While I agree with much of this, I would point out that FLR and Femdom relationships though not exactly interchangeable, are a great deal alike. In both the Female is the dominant partner. I would also suggest, that though this does not make men weak” in the physical sense, they are weak in other ways. Few realize that 90% of these men didn’t start out life this way – – they were made this way through systematic servitude to dominant Mothers, Aunts, female counselors, teachers, and workplace supervisors (as I was) expecting these same men suddenly shift gears to being the dominant partner when married to a lady is unrealistic. As was pointed out here in the past, FLR and Femdom can have different levels, from mild to intense, but let us not deceive ourselves, FLR and Femdom are not generally going to enrich a loving relationship, they are simply going create a relationship where the woman dominates, and the male submits – regardless of whether its loving or not.

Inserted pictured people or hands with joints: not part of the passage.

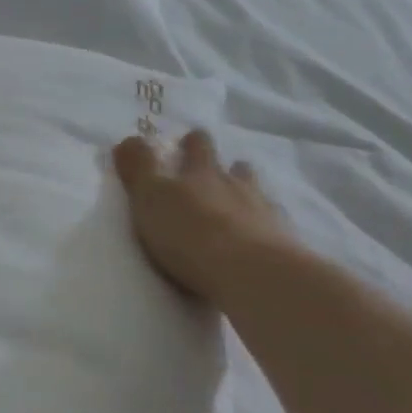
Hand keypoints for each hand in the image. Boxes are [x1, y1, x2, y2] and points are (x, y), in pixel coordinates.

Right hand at [113, 128, 305, 303]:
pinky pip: (275, 229)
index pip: (198, 146)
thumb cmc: (190, 233)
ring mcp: (264, 214)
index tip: (187, 141)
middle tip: (216, 172)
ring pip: (258, 195)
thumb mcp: (150, 197)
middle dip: (227, 166)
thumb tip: (128, 139)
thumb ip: (139, 168)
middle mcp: (237, 186)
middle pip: (237, 167)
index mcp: (202, 173)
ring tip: (240, 208)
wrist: (250, 273)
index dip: (193, 142)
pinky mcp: (283, 245)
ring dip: (248, 196)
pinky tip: (260, 242)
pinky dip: (266, 231)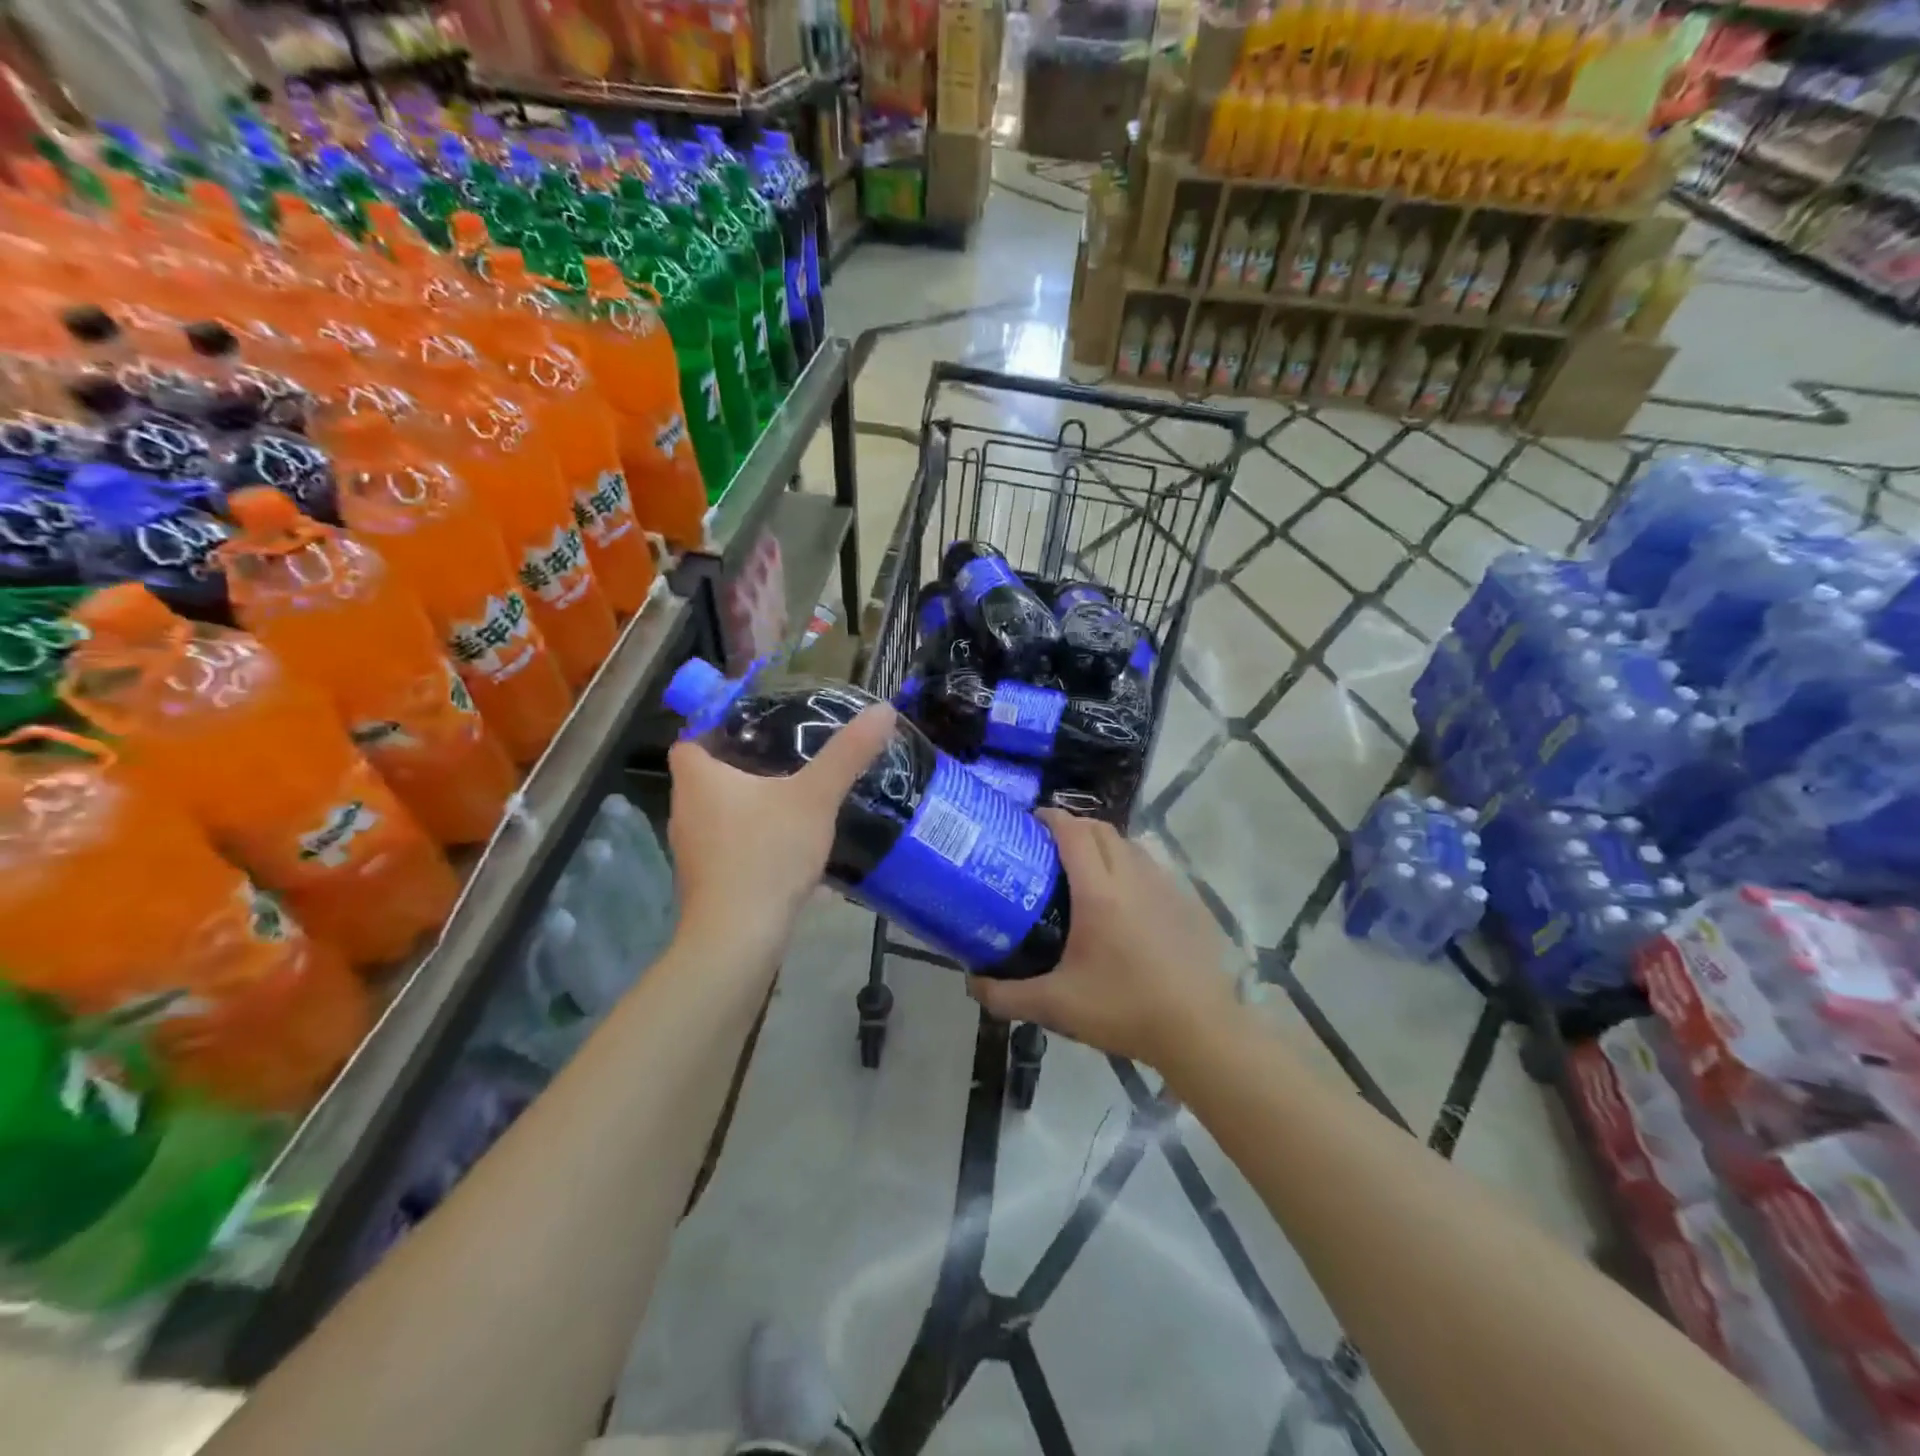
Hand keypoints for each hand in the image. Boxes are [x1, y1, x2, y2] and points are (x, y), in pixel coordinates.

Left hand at [666, 704, 894, 959]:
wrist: (738, 938)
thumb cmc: (767, 854)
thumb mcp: (815, 797)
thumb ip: (848, 754)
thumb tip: (884, 710)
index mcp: (698, 780)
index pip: (691, 740)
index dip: (718, 730)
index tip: (758, 730)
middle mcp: (685, 811)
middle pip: (708, 778)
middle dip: (744, 769)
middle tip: (788, 761)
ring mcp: (692, 852)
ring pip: (721, 816)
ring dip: (752, 810)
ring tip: (794, 803)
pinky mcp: (707, 883)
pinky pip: (731, 850)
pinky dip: (756, 845)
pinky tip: (792, 852)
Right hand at [967, 811, 1237, 1068]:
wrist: (1200, 1030)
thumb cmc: (1125, 1009)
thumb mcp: (1056, 1006)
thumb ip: (1006, 995)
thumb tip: (971, 983)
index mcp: (1099, 892)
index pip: (1073, 832)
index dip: (1050, 818)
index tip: (1029, 823)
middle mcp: (1132, 877)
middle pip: (1101, 829)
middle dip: (1073, 827)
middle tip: (1048, 847)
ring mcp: (1164, 886)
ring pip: (1129, 845)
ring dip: (1103, 844)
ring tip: (1084, 869)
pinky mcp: (1186, 901)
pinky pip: (1151, 866)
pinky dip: (1129, 865)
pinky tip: (1124, 900)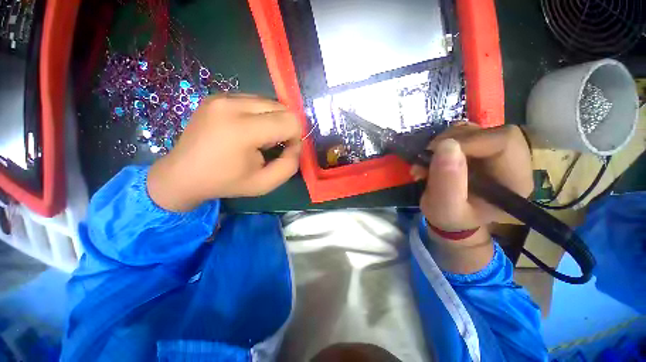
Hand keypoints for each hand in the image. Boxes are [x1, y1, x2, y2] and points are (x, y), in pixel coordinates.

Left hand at [147, 94, 301, 211]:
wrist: (183, 174)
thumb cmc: (226, 182)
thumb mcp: (265, 183)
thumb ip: (289, 165)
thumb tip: (295, 144)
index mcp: (242, 130)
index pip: (290, 121)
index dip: (296, 137)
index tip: (285, 150)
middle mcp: (231, 105)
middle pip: (281, 107)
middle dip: (285, 127)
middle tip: (272, 145)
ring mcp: (222, 97)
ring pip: (269, 102)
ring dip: (273, 120)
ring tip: (259, 138)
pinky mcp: (217, 96)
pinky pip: (254, 100)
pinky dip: (260, 115)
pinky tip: (248, 129)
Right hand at [410, 124, 532, 272]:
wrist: (450, 217)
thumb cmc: (450, 218)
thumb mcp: (444, 208)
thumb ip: (447, 182)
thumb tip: (446, 145)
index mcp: (515, 180)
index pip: (503, 141)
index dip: (468, 142)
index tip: (436, 154)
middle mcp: (513, 162)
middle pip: (489, 131)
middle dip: (452, 141)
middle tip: (428, 157)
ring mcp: (496, 152)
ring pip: (473, 130)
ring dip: (443, 142)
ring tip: (427, 161)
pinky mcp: (481, 148)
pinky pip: (463, 133)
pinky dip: (443, 142)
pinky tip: (433, 156)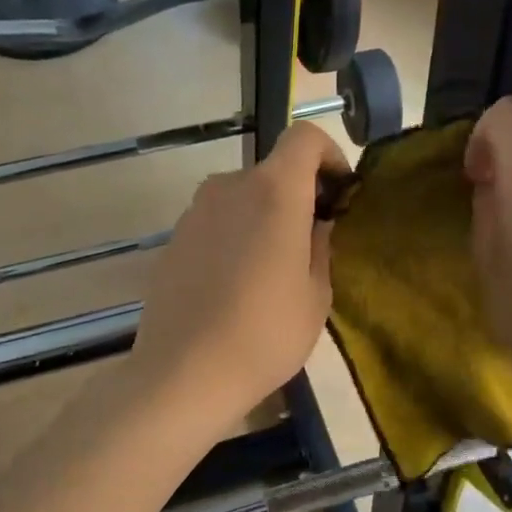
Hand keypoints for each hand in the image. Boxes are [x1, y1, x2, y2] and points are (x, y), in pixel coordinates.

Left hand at [127, 121, 348, 434]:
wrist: (184, 373)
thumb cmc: (266, 335)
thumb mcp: (316, 295)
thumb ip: (320, 245)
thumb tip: (314, 224)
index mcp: (274, 192)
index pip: (304, 138)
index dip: (329, 155)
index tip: (339, 193)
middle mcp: (230, 187)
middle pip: (272, 172)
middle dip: (297, 197)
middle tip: (310, 243)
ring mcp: (194, 212)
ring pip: (241, 200)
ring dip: (262, 219)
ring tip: (271, 272)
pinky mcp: (173, 240)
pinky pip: (215, 225)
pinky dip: (233, 239)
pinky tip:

Insightful article. I’ve been in an FLR as a feminised, chaste submissive man for some years now, and agree with the distinction between FLR and Femdom.
I have rules to follow and chores and challenges to complete, and while in the “bedroom” we do have a Femdom element with impact play, bondage, pegging etc, that’s the only area where I’m utterly submissive and completely passive.
In daily life, even when I’m ironing naked with a plug buzzing inside me, my opinions are sought and considered, and I still have responsibility for aspects of our lives, for instance finance, that she doesn’t have the inclination to control. I don’t spend the evenings being a footstool or such (though I am kept naked in the house except perhaps for hosiery), and I get to watch some TV I like, especially sci-fi.